How to optimize algorithm to solve the following time series problem?

Question 1

I am working on a project and came across the following problem I have to solve.

Imagine we have a time series data Ts which is an array of pair, say each element is (Xi, Yi). The length of this array is constant N but is updated regularly. Each update consists of two steps,

We remove Ts[0]
Add a new pair (X, Y) to the end of Ts

Essentially like an online update to a sliding window of size N.

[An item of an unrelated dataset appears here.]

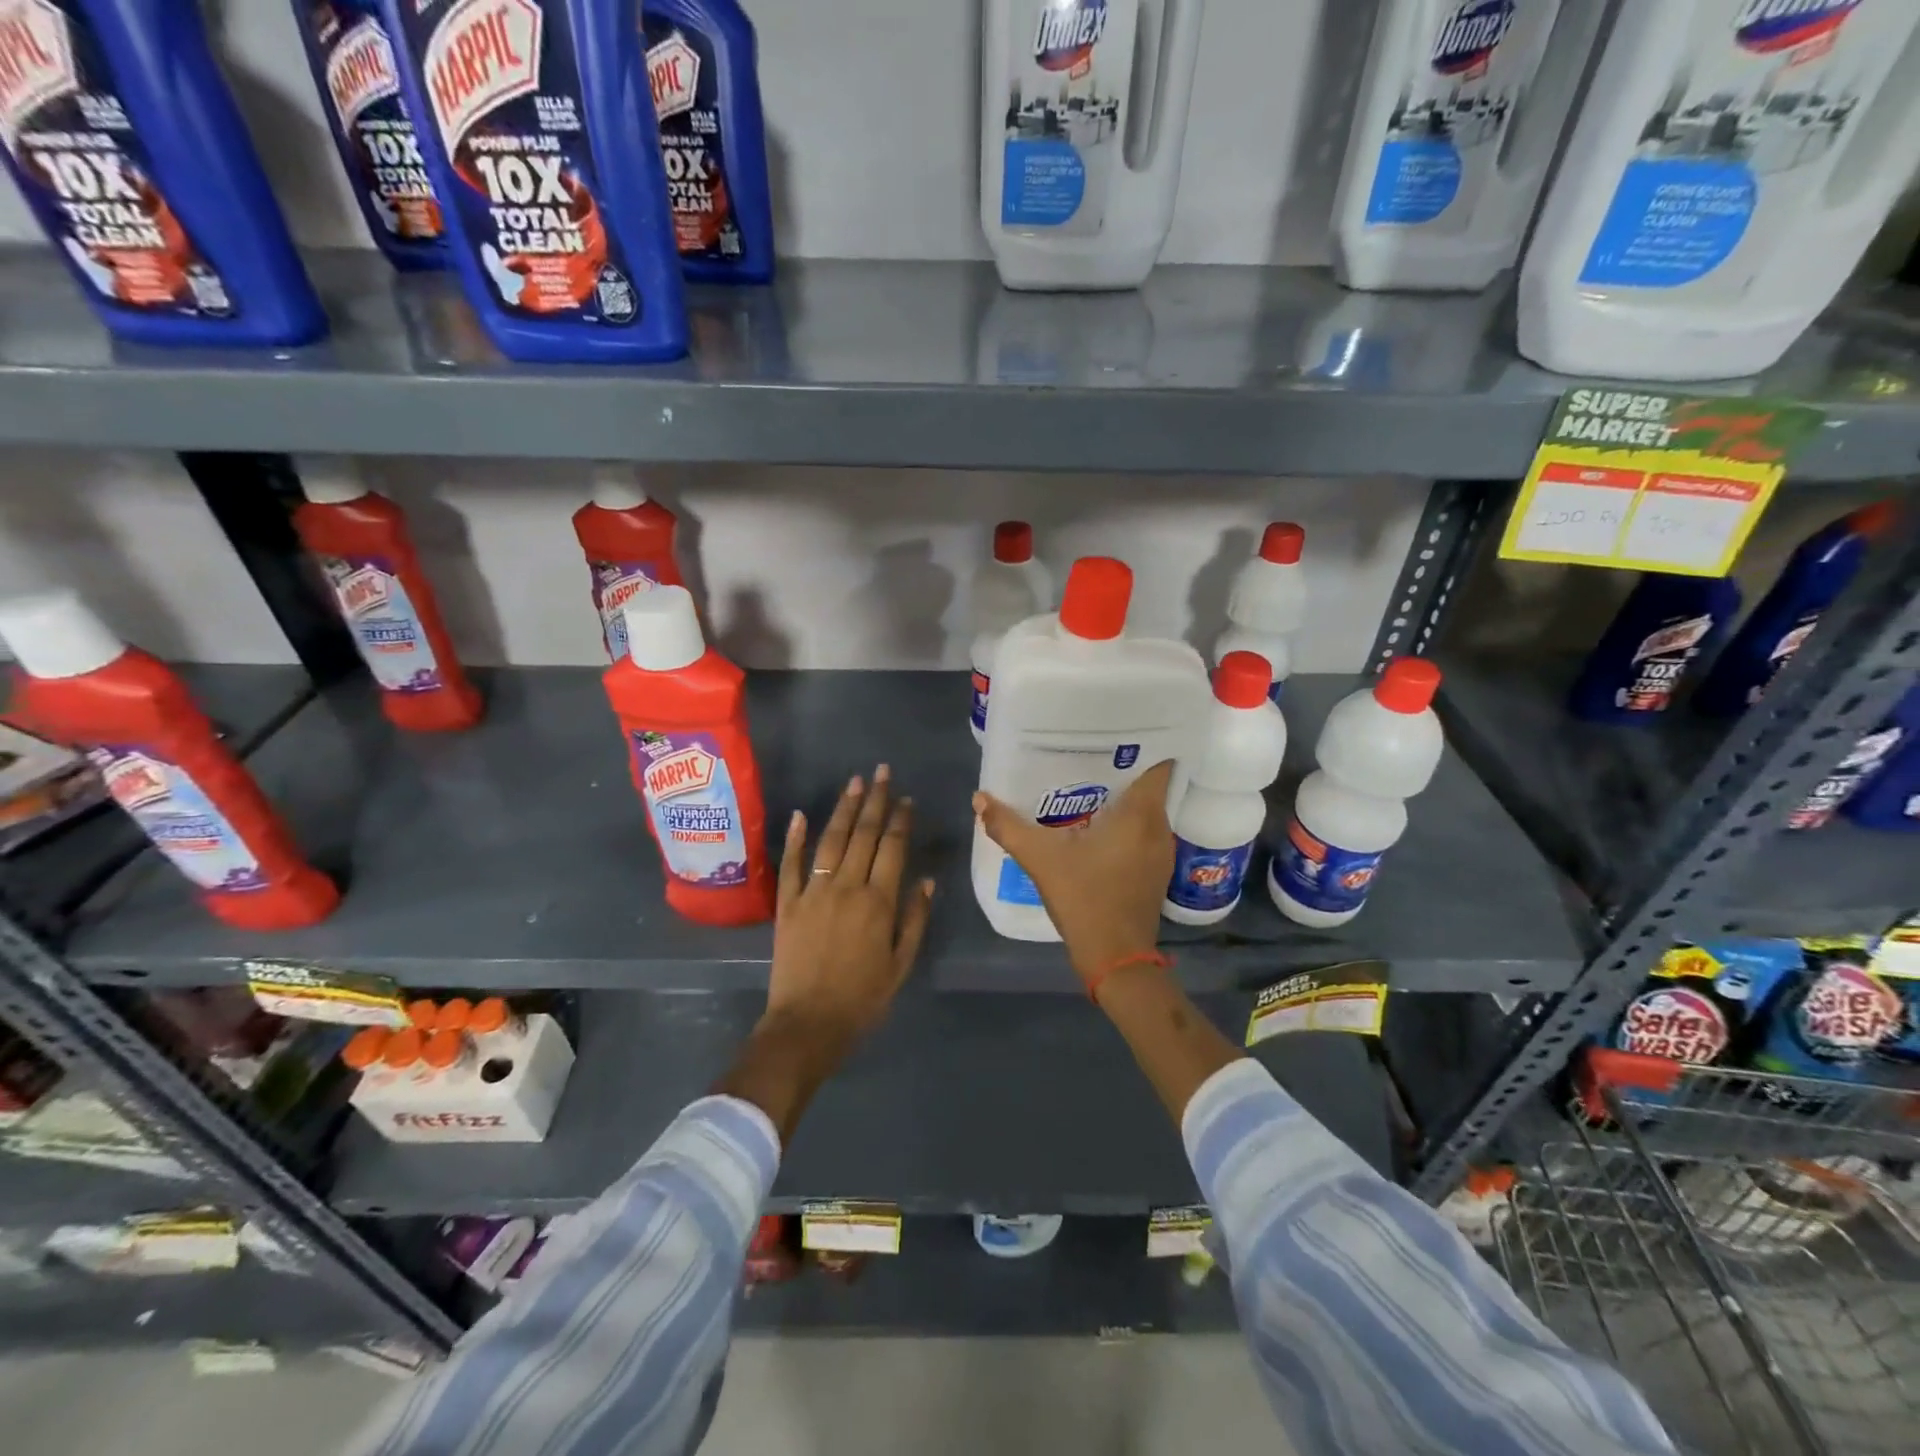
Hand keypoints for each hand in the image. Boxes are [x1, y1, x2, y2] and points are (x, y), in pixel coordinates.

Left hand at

Now here comes the problem. At any given times (could be after an update or before), we are given a nonzero input integer A and B. The goal is to find such i between 0 and N-1 inclusive where the term (A-Xi)/(B-Yi) is maximized.

Another constraints I would like to mention here,

(X0, X1, X2, ... X(N-1)) is non-decreasing, Xi is non-zero non-negative integer for all i.
(Y0, Y1, Y2, ... Y(N-1)) is non-decreasing, Yi is non-zero non-negative integer for all i.
A and B are both non-zero non-negative integer.
For any query, we can safely assume B > Yi for every possible i. Technically for the original problem, B could be equal to the last Y(N-1). But this is a boundary condition and we would just eliminate N-1 in this case.
We can also safely assume A > Xi for every possible i. Unlike constraint (4). It is not possible for A - Xi to be 0 in any case.

A naive approach would be to iterate through all N possibilities and easily find the solution (This is what I am doing). But I am thinking of a way to optimize this in the case of very large N. A query could come at any time for however many number of times, for example,

Query, Update, Query (1000 times), Update. Or could also be,
Query, Update, Query, Update, ...

Is there any room for optimization here? I am interested to see a proof from more mathematical standpoint if there is none as well.

Question 2

If I understand you right, it could be that B-Yi <= 0 ? And do you need abs(A+Xi / B-Yi) to be maximized, or A+Xi / B-Yi??

Question 3

B-Yi couldn't be <= 0. B > Yn (which is the largest Yi since Ys is non-decreasing).

Question 4

And so we can also assume A > Xn ? Both is fundamental so should be part of the question. Please edit

Question 5

Please include all information in the question. Don't just put clarifications in the comments -- edit the question so it contains all information relevant or needed to solve the problem. We don't want people to have to read the comments to understand the problem. Thank you!

Question 6

For sure there is room for optimisation, but you need to clarify the open points first

Question 7

First, apply the standard reduction: to solve a ratio maximization problem (sometimes called "fractional programming"), binary search on the solution $t$:

$$ \max_x \frac{f(x)}{g(x)} \geq t \iff \max_x f(x) - t g(x) \geq 0 \\ \text{assuming } g(x) > 0 \; \forall x. $$

Applying that to this problem,

$$ \begin{align} \max_i (A - X_i) - t (B - Y_i) &= \max_i A - X_i - t B + t Y_i \\ &= \max_i (-X_i + t Y_i ) + (A - t B) \end{align} $$

so it is sufficient to maintain a data structure on $X, Y$ to answer queries of form $Q_{X,Y}(t) := \max_i (-X_i + t Y_i)$.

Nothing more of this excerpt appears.